Title Of Tafkap’s Newest Album Matches The Music

Richard Harrington The Washington Post

“Chaos and Disorder” The Artist Formerly Known as Prince (Warner Bros.)

Is anybody waiting for the new album by The Artist Formerly Known as Prince (TAFKAP)? Probably not, though “Chaos and Disorder” (Warner Bros.) is the kind of guitar-driven work that many fans have been clamoring for.

But this appropriately titled album carries too much contractual baggage and feels like what it is: a 20th and final album that closes out the artist’s 18-year relationship with Warner Bros.

In recent years, that relationship became particularly fractious as Prince changed his name to an unpronounceable symbol (and was thereafter referred to either as Prince or TAFKAP) and stopped performing Prince-era material in concert. It was a two-way disassociation.

Warner Bros. dropped TAFKAP’s Paisley Park label when it proved hitless. Last year’s “Gold Experience” album hasn’t itself experienced gold (sales of 500,000 copies), and the soundtrack for Spike Lee’s “Girl 6,” a mix of mostly old recordings, has yet to break the 100,000 plateau.

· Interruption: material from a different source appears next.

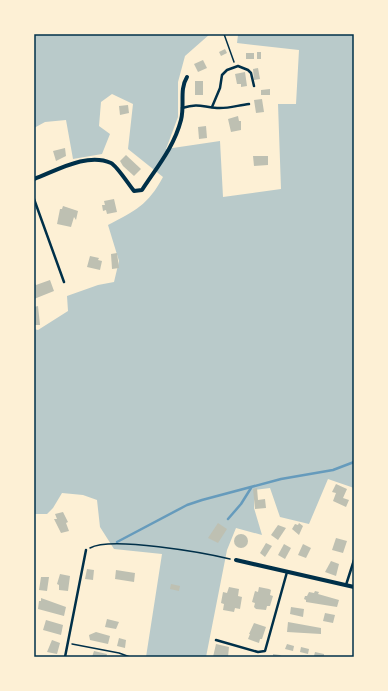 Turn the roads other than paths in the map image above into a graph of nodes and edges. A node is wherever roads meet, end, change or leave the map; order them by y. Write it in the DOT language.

In the CD booklet for “Chaos and Disorder,” TAFKAP writes: “originally intended 4 private use only, this compilation serves as the last original material recorded by (TAFKAP) 4 warner brothers records - may u live 2 see the dawn.” What’s apparent is that some of the tracks here barely lived 2 see the day, while others have been cannibalized from assorted TAFKAP side projects.

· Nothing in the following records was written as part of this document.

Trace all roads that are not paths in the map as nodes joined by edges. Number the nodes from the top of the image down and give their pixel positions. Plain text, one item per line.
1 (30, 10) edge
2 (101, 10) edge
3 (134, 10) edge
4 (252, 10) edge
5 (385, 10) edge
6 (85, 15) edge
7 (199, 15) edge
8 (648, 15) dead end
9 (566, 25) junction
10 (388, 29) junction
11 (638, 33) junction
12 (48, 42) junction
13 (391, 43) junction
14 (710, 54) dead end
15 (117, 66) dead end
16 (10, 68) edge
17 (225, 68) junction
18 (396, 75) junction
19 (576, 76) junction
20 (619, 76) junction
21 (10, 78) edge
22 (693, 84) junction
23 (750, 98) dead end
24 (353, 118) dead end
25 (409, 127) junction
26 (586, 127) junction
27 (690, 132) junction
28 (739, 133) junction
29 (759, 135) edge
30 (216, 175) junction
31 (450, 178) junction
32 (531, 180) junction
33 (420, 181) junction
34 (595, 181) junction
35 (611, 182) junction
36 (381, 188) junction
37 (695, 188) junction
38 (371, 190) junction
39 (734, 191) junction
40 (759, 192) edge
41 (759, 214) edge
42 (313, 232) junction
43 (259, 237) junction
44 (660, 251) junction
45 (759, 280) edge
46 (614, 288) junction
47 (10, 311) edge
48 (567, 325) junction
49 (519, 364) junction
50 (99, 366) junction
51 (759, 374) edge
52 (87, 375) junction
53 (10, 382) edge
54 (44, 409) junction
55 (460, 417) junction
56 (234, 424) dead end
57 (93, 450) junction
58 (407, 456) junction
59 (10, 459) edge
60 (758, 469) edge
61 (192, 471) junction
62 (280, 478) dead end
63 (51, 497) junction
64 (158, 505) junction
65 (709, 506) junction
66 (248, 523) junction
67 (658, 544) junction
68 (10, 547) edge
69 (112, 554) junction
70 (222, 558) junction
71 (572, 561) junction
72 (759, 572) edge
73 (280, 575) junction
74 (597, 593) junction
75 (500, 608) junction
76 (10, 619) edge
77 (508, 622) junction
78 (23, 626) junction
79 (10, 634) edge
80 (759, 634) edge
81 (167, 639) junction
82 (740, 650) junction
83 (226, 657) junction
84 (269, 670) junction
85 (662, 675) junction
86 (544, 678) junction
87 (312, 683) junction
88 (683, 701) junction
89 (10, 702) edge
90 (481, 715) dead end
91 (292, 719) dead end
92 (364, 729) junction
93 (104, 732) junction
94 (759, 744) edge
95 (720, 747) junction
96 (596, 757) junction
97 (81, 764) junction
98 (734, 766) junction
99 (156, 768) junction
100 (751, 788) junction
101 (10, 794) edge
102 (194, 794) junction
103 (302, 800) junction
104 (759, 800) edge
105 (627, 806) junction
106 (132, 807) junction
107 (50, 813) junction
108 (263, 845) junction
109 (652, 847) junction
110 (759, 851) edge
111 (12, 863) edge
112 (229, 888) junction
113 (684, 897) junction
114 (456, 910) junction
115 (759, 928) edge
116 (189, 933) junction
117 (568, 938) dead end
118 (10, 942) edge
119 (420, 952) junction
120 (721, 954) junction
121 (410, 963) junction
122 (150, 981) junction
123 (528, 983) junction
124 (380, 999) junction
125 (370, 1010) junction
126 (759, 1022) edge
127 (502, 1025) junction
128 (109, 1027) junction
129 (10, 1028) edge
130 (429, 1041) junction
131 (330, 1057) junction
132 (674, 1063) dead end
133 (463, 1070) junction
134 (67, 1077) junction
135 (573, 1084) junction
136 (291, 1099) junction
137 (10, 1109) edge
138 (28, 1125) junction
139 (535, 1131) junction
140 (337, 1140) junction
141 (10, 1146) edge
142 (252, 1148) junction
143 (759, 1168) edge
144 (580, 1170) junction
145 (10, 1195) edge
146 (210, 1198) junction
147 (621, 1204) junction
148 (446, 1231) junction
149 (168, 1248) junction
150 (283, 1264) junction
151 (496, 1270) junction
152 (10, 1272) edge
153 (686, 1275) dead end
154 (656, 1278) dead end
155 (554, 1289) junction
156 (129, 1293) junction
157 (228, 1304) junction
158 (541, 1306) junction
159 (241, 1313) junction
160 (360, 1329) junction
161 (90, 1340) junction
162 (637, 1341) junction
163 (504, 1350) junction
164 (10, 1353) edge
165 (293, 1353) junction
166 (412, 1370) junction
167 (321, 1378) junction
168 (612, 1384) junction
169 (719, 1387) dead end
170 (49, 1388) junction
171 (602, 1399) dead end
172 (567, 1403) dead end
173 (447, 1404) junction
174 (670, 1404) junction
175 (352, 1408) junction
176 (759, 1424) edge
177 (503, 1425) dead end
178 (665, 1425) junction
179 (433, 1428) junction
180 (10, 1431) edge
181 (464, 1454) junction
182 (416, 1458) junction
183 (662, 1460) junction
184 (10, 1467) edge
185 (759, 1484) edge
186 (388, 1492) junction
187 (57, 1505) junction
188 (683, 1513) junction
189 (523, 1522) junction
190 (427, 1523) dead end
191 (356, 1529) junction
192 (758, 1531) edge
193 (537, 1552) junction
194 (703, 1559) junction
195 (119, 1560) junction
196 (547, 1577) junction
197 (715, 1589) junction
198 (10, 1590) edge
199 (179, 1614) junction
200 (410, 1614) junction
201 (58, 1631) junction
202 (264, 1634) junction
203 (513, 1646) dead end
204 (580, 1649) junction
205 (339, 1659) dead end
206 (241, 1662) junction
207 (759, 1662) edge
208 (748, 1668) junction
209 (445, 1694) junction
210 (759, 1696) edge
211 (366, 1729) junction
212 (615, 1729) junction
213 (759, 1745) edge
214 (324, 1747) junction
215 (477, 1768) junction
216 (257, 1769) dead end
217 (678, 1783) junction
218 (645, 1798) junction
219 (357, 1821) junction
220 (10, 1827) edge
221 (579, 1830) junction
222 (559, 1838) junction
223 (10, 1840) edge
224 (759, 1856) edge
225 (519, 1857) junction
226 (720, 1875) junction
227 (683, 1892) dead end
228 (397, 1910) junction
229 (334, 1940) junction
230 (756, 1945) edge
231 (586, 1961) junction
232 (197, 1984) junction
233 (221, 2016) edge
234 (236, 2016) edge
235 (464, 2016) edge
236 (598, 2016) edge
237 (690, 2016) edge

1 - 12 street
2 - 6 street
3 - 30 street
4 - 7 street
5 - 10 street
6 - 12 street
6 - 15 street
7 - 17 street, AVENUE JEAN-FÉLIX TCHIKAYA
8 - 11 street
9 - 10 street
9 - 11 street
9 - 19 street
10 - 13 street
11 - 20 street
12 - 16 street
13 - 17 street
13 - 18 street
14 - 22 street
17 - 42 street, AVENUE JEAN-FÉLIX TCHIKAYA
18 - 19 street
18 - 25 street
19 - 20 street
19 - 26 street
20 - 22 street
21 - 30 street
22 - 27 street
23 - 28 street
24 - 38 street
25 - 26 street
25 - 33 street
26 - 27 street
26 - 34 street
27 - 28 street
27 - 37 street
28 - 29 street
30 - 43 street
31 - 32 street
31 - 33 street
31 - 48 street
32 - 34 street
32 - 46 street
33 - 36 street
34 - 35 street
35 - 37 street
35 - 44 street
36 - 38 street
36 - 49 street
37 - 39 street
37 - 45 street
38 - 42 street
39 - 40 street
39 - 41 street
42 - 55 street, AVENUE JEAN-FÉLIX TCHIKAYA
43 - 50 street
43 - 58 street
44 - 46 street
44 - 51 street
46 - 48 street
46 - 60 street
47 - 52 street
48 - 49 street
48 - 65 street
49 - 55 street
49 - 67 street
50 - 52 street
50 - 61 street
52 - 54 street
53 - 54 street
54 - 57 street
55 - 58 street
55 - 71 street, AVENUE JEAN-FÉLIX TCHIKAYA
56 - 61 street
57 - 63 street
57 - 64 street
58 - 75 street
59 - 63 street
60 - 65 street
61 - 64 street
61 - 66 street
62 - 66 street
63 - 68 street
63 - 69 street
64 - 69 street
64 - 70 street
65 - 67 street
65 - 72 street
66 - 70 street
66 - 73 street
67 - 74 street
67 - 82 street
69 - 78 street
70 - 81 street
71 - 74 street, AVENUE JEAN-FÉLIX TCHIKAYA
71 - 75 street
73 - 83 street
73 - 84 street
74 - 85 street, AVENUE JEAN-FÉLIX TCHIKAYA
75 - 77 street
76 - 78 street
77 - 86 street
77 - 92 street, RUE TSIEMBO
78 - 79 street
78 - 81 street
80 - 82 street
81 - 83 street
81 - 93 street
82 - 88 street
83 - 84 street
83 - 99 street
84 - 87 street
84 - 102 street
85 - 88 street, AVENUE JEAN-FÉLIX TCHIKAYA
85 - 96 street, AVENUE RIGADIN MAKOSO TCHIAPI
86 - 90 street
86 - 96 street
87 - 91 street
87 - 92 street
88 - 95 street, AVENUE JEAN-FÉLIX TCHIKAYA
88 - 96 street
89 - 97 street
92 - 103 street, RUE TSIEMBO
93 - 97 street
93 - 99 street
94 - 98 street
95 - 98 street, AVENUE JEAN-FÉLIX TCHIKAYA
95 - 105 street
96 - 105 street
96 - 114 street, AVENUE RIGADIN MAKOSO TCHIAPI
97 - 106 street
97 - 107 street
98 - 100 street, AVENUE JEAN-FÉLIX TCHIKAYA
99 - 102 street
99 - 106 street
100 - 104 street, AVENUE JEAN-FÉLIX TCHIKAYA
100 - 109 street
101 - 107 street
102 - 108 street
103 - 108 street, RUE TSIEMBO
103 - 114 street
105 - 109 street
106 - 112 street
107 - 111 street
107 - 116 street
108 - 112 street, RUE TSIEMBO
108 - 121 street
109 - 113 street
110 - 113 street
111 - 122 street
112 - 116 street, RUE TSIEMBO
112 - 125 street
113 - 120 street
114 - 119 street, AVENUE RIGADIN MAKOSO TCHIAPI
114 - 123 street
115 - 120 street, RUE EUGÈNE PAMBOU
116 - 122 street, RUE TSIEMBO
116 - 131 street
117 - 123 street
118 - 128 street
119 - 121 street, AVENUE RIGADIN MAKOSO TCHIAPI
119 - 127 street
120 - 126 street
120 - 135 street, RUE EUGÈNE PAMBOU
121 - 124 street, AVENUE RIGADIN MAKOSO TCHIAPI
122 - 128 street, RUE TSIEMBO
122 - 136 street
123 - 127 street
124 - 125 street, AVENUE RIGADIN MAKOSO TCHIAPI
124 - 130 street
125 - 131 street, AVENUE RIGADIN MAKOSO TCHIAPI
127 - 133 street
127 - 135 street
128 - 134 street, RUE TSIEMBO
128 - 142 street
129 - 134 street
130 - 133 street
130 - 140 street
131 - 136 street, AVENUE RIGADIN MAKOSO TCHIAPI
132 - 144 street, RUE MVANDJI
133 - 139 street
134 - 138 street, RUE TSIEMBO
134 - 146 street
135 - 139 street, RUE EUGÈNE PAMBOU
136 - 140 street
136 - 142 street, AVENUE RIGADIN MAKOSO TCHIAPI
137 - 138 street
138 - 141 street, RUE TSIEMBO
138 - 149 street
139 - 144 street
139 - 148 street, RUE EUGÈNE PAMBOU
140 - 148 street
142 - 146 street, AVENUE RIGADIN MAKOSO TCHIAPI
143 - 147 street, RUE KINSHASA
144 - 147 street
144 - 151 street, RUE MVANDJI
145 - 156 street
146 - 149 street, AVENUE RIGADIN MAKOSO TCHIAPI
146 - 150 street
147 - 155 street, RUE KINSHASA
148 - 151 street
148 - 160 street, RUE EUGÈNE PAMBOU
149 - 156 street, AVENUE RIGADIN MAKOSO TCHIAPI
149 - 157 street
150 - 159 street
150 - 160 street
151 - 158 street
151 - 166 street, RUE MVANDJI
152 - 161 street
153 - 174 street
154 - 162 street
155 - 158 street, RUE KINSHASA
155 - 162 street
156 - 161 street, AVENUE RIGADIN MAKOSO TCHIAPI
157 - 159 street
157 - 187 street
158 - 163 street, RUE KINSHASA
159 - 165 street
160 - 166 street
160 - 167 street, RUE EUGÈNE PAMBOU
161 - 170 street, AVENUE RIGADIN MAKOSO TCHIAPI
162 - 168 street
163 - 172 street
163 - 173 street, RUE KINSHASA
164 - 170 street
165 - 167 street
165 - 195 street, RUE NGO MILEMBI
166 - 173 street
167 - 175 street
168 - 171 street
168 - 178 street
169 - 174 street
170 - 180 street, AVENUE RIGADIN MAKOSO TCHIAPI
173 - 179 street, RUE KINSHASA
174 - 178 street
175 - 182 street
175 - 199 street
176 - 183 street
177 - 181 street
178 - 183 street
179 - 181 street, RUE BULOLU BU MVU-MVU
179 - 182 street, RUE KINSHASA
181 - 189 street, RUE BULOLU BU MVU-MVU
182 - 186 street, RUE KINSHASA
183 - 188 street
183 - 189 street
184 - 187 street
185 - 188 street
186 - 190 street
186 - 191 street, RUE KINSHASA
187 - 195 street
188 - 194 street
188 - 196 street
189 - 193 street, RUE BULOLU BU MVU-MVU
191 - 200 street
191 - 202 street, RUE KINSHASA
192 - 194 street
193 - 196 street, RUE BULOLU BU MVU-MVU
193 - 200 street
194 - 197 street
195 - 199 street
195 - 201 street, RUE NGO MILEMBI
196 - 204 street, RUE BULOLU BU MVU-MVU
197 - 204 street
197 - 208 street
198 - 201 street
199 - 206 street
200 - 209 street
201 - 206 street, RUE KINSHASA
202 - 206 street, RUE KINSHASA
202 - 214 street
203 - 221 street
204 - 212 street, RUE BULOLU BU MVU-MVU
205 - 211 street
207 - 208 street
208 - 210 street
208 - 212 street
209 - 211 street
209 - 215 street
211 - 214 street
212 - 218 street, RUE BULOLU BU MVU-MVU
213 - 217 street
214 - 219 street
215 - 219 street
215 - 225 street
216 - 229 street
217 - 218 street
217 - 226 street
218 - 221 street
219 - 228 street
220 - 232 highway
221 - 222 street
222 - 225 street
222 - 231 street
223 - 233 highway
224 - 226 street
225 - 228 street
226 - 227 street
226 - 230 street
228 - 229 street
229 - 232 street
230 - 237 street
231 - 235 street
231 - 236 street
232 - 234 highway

“Zannalee,” for instance, is a fairly straightforward blues recorded in 1993 for the “Glam Slam Ulysses” musical and, like “The Same December,” a rowdy anthem to brotherhood, previously existed only as a video shown before TAFKAP’s 1995 concerts.

“The Same December” is one of the more interesting tracks, blessed with a monster hook and a catchy chorus as well as TAFKAP’s familiar Utopian take on race relations (“We all came from the same December/ and in the end that’s where we’ll go/ so let’s go”). But after kicking off with full-throttle, big-band rock energy, the song shifts into a bluesy grind, its ambitions betrayed by a lack of focus. That’s a problem that undermines other tracks as well.

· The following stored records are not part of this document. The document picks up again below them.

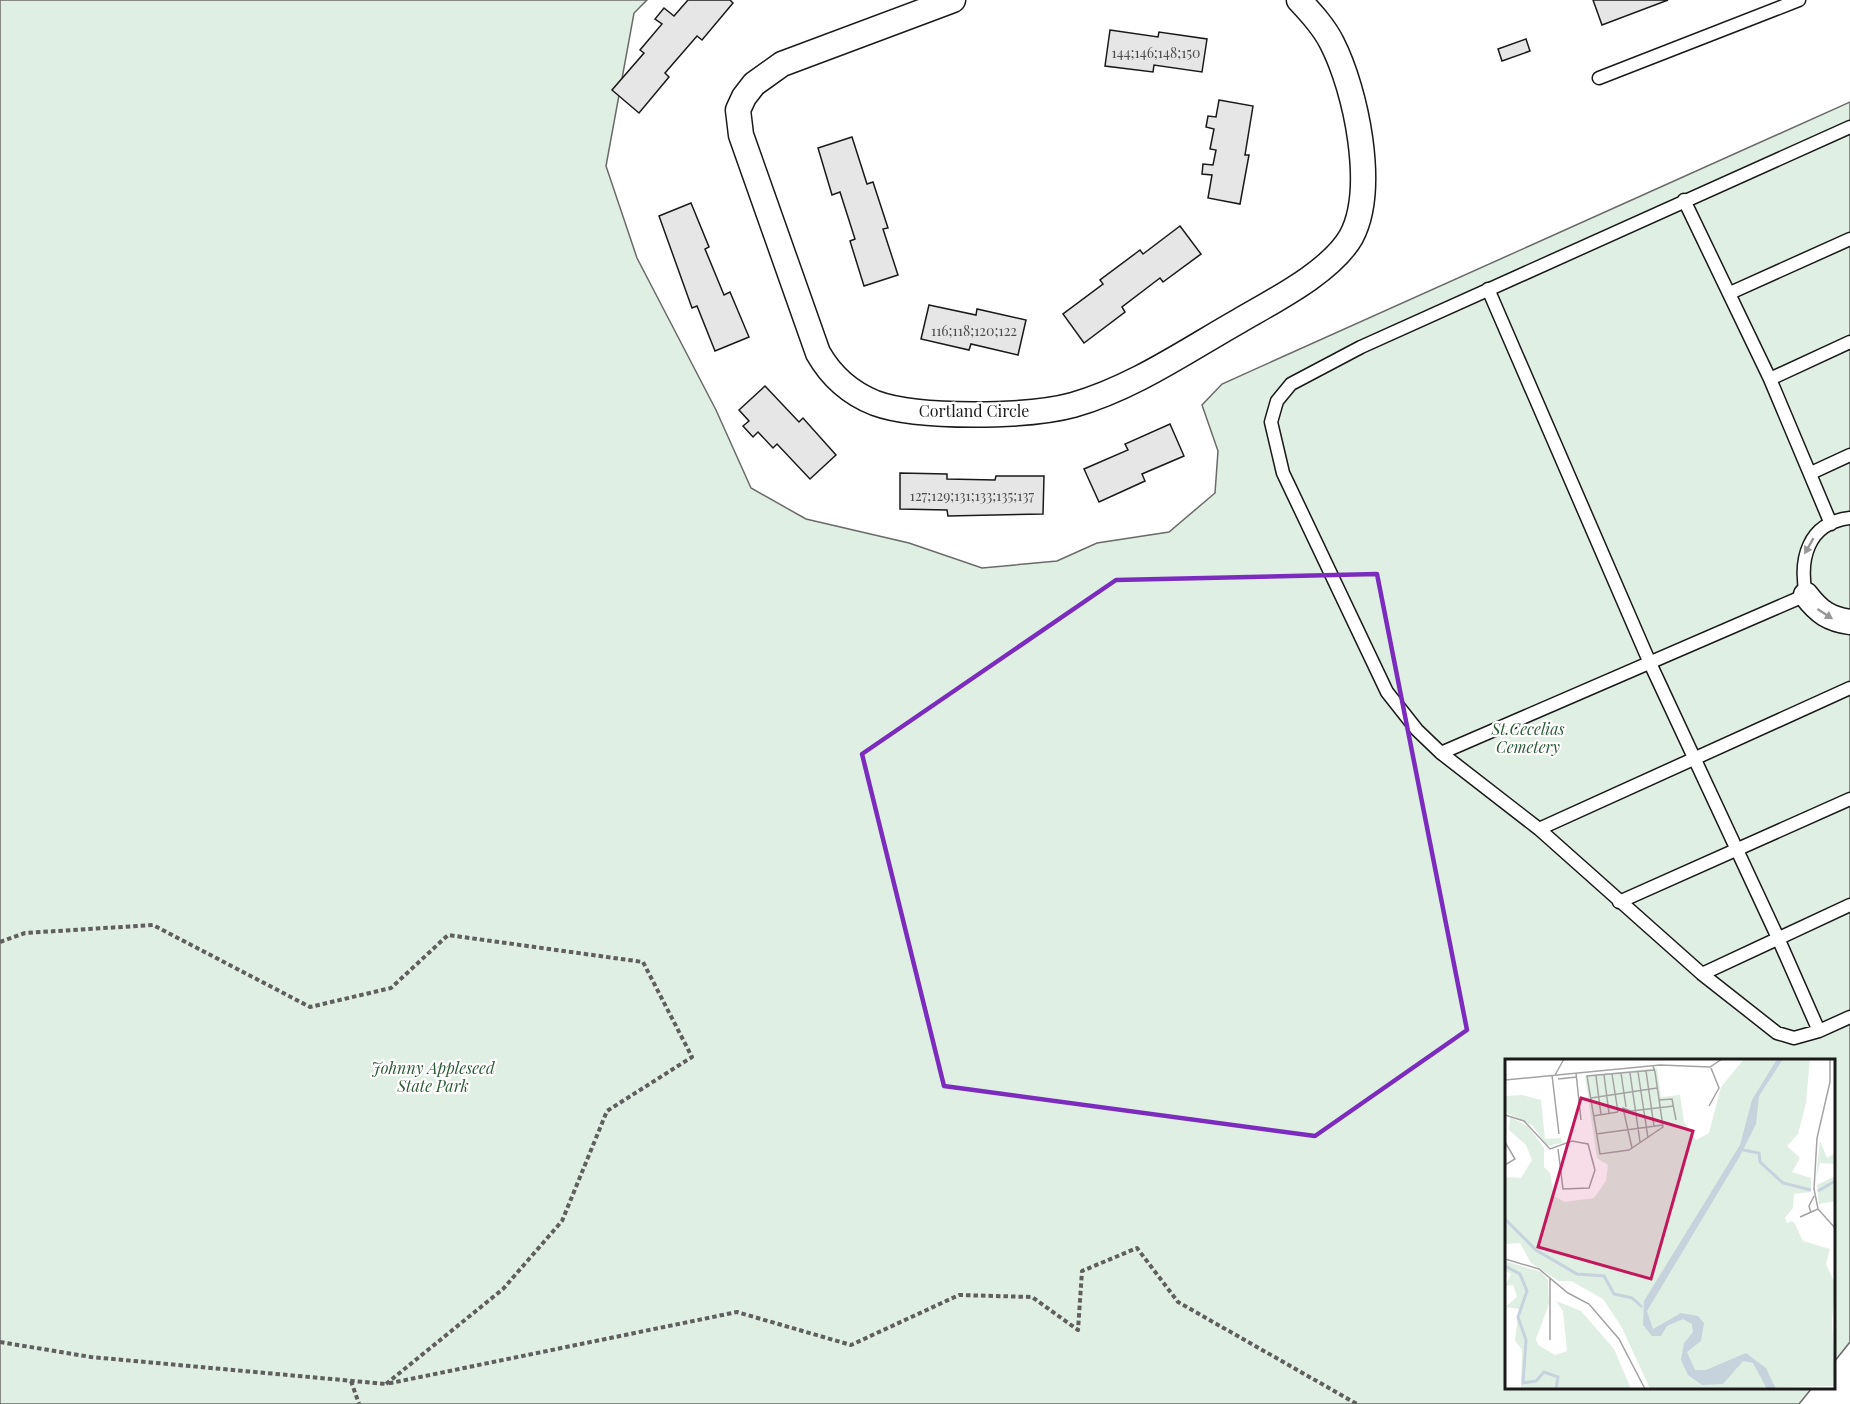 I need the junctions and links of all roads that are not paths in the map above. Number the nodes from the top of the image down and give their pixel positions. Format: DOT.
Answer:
graph roads {
  1 [pos="953,0"];
  2 [pos="1299,0"];
  3 [pos="1799,0"];
  4 [pos="1599,78"];
  5 [pos="1850,127"];
  6 [pos="1684,200"];
  7 [pos="1850,239"];
  8 [pos="1488,289"];
  9 [pos="1730,293"];
  10 [pos="1850,342"];
  11 [pos="1770,379"];
  12 [pos="1850,455"];
  13 [pos="1811,473"];
  14 [pos="1850,519"];
  15 [pos="1831,524"];
  16 [pos="1806,596"];
  17 [pos="1850,622"];
  18 [pos="1649,661"];
  19 [pos="1850,688"];
  20 [pos="1441,753"];
  21 [pos="1695,758"];
  22 [pos="1850,799"];
  23 [pos="1539,829"];
  24 [pos="1737,850"];
  25 [pos="1619,902"];
  26 [pos="1850,905"];
  27 [pos="1778,938"];
  28 [pos="1702,974"];
  29 [pos="1850,1017"];
  30 [pos="1819,1031"];
  1 -- 2 [label="street, Cortland Circle"];
  3 -- 4 [label="lane"];
  5 -- 6 [label="lane"];
  6 -- 8 [label="lane"];
  6 -- 9 [label="lane"];
  7 -- 9 [label="lane"];
  8 -- 18 [label="lane"];
  8 -- 20 [label="lane"];
  9 -- 11 [label="lane"];
  10 -- 11 [label="lane"];
  11 -- 13 [label="lane"];
  12 -- 13 [label="lane"];
  13 -- 15 [label="lane"];
  14 -- 15 [label="lane"];
  15 -- 16 [label="lane, one-way"];
  16 -- 17 [label="street, one-way"];
  16 -- 18 [label="lane"];
  18 -- 20 [label="lane"];
  18 -- 21 [label="lane"];
  19 -- 21 [label="lane"];
  20 -- 23 [label="lane"];
  21 -- 23 [label="lane"];
  21 -- 24 [label="lane"];
  22 -- 24 [label="lane"];
  23 -- 25 [label="lane"];
  24 -- 25 [label="lane"];
  24 -- 27 [label="lane"];
  25 -- 28 [label="lane"];
  26 -- 27 [label="lane"];
  27 -- 28 [label="lane"];
  27 -- 30 [label="lane"];
  28 -- 30 [label="lane"];
  29 -- 30 [label="lane"];
}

The title track features a raw-voiced TAFKAP riding an appropriately roiling arrangement that seems equal parts Booker T. & the MG’s and Lenny Kravitz.

On “Right the Wrong,” TAFKAP surfaces with an odd Midwestern accent to address injustices on reservations and elsewhere, but the track meanders all over the place and, with its brass-fueled insistence, sounds like an off-kilter Up With People number.